糖蛋白130小分子抑制剂SC144对单侧输尿管梗阻小鼠肾间质纤维化的影响

Effect of GP130 small molecular inhibitor SC144 on renal interstitial fibrosis in mice with unilateral ureteral obstruction

目的·动态观察糖蛋白130小分子抑制剂SC144对单侧输尿管梗阻(unilateral ureteral obstruction,UUO)小鼠肾组织细胞外基质堆积和Janus蛋白酪氨酸激酶2(Janus kinase 2,JAK2)/信号转导与转录激活因子3(signal transduction and activator of transcription 3,STAT3)信号转导通路(简称JAK2/STAT3信号通路)的影响,探讨SC144防治肾间质纤维化的可能机制。方法·将18只雌性BALB/c小鼠分为3组:假手术组、模型对照组和SC144干预组。于造模后第14日,用苏木精-伊红染色(hematoxylineosin staining,H-E染色)、Masson染色观察肾组织学形态改变,免疫组织化学检测肾脏巨噬细胞浸润和α-平滑肌肌动蛋白(α-smooth muscle actin,α-SMA)表达,real-time PCR检测Ⅰ型/Ⅳ型胶原、单核细胞趋化蛋白-1(monocyte chemoattractant protein-1,MCP-1)、转化生长因子-β(transforming growth factor-β,TGF-β)的mRNA水平,Western blotting检测肾组织JAK2、STAT3的表达和磷酸化水平。结果·SC144干预组肾小管间质损伤程度有明显减轻趋势(H-E染色,P=0.052;Masson染色,P=0.063);肾组织内纤维化指标α-SMA、Ⅰ型/Ⅳ型胶原和TGF-β的mRNA表达下降,与模型对照组相比差异具有统计学意义(均P<0.05)。纤维化信号通路的JAK2和STAT3的磷酸化水平较模型对照组下降(均P<0.05)。结论·在小鼠UUO模型中,小分子抑制剂SC144能抑制α-SMA的活化及STAT3的磷酸化,通过JAK2/STAT3信号通路减轻肾小管上皮间质转化、减少细胞外基质表达,具有延缓UUO小鼠肾间质纤维化进程的作用。

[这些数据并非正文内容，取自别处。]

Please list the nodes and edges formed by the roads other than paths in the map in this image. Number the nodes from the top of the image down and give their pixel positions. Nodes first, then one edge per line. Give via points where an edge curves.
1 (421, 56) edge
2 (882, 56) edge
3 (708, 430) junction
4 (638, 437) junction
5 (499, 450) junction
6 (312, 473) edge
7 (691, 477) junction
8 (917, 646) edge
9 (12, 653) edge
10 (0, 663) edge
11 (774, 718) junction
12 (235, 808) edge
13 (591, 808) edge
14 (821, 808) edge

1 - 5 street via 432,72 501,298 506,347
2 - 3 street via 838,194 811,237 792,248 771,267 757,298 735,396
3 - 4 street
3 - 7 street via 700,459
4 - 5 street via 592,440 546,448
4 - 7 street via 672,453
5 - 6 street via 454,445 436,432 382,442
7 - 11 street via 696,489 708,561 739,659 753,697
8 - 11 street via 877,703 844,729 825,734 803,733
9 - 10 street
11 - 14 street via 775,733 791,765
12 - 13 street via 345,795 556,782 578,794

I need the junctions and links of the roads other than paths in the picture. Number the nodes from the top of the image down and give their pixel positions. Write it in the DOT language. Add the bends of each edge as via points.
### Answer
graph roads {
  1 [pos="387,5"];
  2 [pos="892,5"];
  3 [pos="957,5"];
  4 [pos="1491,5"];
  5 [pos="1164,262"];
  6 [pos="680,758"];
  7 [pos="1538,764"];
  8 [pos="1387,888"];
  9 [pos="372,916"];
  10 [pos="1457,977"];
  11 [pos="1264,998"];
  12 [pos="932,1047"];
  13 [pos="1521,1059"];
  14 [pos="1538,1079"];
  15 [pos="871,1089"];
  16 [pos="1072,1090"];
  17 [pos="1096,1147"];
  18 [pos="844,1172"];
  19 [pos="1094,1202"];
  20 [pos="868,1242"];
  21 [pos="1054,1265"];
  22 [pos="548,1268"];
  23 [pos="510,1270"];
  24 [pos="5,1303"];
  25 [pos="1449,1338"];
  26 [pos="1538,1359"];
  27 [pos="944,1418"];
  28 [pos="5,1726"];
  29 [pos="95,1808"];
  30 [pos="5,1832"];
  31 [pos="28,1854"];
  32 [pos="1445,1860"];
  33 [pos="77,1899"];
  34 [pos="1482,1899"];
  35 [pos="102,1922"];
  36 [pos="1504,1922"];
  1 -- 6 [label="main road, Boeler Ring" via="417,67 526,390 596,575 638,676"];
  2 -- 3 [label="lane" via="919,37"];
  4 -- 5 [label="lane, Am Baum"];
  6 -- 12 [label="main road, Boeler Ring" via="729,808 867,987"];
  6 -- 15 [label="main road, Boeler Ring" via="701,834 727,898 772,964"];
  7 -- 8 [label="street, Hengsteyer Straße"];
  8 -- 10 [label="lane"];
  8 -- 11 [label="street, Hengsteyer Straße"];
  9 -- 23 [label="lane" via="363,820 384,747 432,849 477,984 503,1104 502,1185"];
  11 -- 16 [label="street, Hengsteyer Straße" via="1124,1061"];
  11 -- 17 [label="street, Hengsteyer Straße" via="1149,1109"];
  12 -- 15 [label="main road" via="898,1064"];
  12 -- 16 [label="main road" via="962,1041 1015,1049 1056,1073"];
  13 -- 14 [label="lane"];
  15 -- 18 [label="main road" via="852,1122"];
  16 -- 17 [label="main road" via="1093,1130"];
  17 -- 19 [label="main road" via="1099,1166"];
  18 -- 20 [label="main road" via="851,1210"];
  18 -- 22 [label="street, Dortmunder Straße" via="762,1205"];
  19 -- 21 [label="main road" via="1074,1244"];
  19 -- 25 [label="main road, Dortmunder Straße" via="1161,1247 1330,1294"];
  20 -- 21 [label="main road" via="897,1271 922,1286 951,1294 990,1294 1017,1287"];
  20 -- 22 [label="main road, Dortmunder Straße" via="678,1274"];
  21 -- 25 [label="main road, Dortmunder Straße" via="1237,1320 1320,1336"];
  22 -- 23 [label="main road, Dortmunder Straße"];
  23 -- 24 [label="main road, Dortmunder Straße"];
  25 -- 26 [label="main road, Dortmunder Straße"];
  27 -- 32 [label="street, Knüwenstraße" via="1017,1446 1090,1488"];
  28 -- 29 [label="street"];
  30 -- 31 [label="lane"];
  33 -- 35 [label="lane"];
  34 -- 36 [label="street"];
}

Objective·To investigate the effect of glycoprotein 130(GP130)inhibitor SC144 on extracellular matrix accumulation and JAK2/STAT3 signaling pathway in unilateral ureteral obstruction(UUO)mouse model,and explore its mechanism.Methods·Eighteen female BALB/c mice were randomly divided into 3 groups i.e.sham group,UUO group and SC144 group.All mice were sacrificed at day 14 and kidneys were harvested for further analysis.The changes of renal tissue morphology and pathology were observed by H-E and Masson staining.The expression ofα-smooth muscle actin(α-SMA)and infiltration of macrophage cells were assayed by immunohistochemical staining.The levels of collagen-I,collagen-IV,monocyte chemoattractant protein-1(MCP-1),transforming growth factor-β(TGF-β)mRNA were analyzed by real-time PCR.The activation of JAK2 and STAT3 was measured by Western blotting.Results·There was a trend toward decreased renal tubular lesion and renal interstitial fibrosis in SC144 group(H-E,P=0.052;Masson,P=0.063).SC144 significantly inhibited the levels ofα-SMA,type I/type IV collagen and TGF-βmRNA(all P<0.05).Compared with UUO group,the phosphorylation levels of JAK2 and STAT3 were significantly decreased in SC144 group(both P<0.05).Conclusion·The treatment of UUO mouse model with SC144 can inhibit the activation ofα-SMA,attenuate the phosphorylation of STAT3,reduce extracellular matrix protein deposition following injury and renal tubular epithelial-mesenchymal transition(EMT)via JAK2/STAT3 signaling pathway,indicating its potential in attenuating interstitial fibrosis in obstructive nephropathy.